───── DATA SUPPLIED

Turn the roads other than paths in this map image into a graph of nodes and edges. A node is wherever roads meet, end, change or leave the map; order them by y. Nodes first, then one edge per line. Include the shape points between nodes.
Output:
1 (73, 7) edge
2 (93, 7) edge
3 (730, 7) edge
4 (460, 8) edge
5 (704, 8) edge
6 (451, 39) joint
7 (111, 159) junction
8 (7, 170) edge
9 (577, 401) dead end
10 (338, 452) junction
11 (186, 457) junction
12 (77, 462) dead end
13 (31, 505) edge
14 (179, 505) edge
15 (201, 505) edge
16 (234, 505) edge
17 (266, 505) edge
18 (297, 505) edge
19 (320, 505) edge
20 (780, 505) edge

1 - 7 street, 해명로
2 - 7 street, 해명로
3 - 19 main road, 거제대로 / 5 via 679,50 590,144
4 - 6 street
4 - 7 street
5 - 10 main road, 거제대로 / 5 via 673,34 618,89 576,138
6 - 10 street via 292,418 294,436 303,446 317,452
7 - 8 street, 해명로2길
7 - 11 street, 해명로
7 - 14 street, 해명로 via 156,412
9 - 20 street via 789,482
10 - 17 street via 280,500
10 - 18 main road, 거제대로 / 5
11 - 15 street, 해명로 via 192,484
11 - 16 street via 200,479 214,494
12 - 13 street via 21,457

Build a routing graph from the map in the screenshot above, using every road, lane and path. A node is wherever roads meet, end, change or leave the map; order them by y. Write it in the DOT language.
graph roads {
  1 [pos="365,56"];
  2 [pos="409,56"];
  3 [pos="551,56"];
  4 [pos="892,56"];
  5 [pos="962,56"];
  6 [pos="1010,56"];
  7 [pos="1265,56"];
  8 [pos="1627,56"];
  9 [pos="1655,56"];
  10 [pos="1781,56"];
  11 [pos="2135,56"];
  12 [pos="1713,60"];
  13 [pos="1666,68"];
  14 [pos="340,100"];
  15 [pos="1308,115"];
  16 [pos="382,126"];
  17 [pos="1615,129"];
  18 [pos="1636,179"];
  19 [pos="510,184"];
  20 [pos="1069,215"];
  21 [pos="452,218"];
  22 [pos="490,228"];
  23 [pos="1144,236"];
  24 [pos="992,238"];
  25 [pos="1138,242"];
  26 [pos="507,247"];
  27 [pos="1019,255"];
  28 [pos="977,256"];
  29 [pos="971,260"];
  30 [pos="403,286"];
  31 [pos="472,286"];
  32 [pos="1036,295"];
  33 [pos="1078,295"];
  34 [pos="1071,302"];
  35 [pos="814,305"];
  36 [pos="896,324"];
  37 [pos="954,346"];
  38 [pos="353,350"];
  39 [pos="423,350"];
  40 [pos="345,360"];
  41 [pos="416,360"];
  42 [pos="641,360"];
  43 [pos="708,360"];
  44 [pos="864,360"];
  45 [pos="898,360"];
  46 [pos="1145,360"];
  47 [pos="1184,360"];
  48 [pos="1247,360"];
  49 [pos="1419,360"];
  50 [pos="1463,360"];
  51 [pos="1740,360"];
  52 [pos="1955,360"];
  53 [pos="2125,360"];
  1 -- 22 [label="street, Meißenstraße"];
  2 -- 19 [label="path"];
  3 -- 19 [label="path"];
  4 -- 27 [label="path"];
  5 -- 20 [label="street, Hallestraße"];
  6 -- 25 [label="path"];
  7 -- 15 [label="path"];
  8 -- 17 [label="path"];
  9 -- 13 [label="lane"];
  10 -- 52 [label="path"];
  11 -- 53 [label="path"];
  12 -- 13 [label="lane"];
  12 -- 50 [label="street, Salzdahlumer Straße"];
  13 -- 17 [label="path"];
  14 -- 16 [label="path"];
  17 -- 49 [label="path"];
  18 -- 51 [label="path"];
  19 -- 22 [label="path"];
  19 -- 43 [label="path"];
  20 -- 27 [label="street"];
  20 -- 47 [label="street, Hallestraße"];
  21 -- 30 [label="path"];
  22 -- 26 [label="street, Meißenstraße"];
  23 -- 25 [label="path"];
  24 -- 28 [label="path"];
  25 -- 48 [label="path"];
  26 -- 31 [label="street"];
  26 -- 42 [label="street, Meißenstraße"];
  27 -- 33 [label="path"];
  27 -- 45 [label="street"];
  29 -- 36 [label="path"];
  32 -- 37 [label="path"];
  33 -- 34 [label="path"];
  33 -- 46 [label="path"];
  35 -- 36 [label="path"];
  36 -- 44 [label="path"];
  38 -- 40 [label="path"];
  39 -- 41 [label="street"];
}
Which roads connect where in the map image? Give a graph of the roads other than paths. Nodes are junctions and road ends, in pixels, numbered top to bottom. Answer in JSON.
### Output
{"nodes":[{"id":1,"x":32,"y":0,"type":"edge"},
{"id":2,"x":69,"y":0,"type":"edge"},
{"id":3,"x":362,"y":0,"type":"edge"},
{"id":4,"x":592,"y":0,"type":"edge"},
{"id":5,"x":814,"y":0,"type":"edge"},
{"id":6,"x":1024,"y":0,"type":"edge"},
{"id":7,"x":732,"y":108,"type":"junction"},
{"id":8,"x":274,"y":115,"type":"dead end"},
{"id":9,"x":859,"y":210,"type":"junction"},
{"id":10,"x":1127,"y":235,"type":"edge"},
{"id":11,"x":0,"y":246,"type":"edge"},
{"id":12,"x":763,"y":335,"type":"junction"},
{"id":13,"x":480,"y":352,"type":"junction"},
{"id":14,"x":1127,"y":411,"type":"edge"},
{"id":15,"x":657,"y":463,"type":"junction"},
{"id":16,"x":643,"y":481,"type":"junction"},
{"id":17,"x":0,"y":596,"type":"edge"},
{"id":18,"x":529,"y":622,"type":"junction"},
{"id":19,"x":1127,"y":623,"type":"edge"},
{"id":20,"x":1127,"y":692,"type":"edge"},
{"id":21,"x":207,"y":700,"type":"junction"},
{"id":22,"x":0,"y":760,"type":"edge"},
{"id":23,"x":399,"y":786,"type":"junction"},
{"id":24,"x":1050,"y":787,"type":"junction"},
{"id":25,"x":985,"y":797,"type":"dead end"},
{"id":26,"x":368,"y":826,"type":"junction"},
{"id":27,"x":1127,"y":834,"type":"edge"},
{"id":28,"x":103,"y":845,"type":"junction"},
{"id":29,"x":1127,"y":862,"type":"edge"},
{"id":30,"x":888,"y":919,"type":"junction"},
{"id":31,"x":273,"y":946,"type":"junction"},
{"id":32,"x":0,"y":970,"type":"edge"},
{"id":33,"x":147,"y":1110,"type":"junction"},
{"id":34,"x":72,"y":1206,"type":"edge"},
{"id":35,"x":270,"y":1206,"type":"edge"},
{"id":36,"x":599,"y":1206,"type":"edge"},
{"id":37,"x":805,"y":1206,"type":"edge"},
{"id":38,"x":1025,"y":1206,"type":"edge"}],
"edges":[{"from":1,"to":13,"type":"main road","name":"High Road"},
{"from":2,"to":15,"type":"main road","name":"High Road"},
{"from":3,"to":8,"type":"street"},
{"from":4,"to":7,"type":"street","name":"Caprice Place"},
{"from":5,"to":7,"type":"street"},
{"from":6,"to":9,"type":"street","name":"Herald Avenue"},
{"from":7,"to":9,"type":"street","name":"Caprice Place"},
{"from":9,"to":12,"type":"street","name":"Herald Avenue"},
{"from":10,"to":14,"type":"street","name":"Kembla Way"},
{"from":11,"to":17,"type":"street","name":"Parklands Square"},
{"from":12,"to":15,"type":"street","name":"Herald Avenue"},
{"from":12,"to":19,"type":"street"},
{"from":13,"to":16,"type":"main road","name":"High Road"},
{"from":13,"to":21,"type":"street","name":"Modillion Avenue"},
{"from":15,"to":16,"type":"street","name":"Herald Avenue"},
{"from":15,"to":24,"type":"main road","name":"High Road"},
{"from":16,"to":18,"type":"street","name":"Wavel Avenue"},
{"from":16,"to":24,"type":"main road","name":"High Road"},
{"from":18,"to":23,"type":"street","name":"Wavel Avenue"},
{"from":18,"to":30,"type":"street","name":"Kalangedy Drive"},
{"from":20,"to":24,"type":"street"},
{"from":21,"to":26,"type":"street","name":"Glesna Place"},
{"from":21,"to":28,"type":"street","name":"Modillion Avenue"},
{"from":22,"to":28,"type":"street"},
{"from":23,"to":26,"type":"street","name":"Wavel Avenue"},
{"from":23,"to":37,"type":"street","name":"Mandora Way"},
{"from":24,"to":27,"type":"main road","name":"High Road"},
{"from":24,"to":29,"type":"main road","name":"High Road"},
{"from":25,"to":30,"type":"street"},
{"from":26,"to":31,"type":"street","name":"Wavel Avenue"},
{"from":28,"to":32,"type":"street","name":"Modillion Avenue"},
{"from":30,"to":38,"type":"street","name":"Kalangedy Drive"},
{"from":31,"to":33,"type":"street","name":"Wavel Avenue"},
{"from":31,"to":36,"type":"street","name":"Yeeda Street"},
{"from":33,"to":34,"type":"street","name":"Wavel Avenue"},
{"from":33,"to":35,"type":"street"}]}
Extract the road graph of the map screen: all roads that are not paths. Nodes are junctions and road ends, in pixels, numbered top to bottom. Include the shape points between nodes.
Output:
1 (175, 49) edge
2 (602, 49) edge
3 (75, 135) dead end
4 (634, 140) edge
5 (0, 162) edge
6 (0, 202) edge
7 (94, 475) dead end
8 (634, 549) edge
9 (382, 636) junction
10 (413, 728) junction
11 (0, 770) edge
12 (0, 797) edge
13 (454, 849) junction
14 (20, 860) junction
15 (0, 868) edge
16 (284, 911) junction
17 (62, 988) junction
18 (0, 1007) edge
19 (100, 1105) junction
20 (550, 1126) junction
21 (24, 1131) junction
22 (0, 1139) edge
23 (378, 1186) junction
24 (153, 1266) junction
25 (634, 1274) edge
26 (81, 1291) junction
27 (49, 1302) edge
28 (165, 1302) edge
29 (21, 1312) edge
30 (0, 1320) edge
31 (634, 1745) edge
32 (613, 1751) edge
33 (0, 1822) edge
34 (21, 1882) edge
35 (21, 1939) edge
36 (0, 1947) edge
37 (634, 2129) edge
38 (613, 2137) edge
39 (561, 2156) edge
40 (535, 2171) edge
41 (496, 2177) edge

──────────

### WHAT THE TASK REQUIRES
In the listing above, show every line with the word "pixels".

### OUTPUT OF THE EXERCISE
Which roads connect where in the map image? Give a graph of the roads other than paths. Nodes are junctions and road ends, in pixels, numbered top to bottom. Answer in JSON.
Extract the road graph of the map screen: all roads that are not paths. Nodes are junctions and road ends, in pixels, numbered top to bottom. Include the shape points between nodes.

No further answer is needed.